[Dataset entries]
┌──

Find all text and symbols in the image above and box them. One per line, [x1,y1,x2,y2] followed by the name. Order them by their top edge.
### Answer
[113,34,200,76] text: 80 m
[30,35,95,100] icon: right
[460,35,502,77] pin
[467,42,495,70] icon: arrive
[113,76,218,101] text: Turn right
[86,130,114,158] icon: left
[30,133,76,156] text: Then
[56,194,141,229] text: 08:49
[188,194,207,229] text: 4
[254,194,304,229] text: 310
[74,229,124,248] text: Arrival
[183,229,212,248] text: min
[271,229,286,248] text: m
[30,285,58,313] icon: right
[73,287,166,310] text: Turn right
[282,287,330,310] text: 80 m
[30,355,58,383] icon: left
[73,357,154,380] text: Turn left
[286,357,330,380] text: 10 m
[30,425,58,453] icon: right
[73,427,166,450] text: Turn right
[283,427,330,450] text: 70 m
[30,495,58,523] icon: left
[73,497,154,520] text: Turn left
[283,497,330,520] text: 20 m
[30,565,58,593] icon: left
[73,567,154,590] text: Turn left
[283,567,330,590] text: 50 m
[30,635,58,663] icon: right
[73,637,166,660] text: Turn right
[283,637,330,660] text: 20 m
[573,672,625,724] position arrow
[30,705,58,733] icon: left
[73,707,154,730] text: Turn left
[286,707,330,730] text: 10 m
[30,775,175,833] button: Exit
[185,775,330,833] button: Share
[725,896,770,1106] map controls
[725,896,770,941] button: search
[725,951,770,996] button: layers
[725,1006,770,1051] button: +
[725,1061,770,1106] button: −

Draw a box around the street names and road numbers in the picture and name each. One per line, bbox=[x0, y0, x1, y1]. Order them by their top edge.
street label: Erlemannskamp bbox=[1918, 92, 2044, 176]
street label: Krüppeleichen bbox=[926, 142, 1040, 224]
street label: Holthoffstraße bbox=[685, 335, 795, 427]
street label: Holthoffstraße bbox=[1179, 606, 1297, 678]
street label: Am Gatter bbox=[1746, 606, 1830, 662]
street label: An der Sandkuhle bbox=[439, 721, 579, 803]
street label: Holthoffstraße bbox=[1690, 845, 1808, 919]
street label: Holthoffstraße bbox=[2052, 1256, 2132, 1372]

└──

WHAT TO WORK ON: Keep only the lines from the one containing "Draw a box around" through the final line of the records, and transcribe them exactly.

ANSWER SECTION:
Draw a box around the street names and road numbers in the picture and name each. One per line, bbox=[x0, y0, x1, y1]. Order them by their top edge.
street label: Erlemannskamp bbox=[1918, 92, 2044, 176]
street label: Krüppeleichen bbox=[926, 142, 1040, 224]
street label: Holthoffstraße bbox=[685, 335, 795, 427]
street label: Holthoffstraße bbox=[1179, 606, 1297, 678]
street label: Am Gatter bbox=[1746, 606, 1830, 662]
street label: An der Sandkuhle bbox=[439, 721, 579, 803]
street label: Holthoffstraße bbox=[1690, 845, 1808, 919]
street label: Holthoffstraße bbox=[2052, 1256, 2132, 1372]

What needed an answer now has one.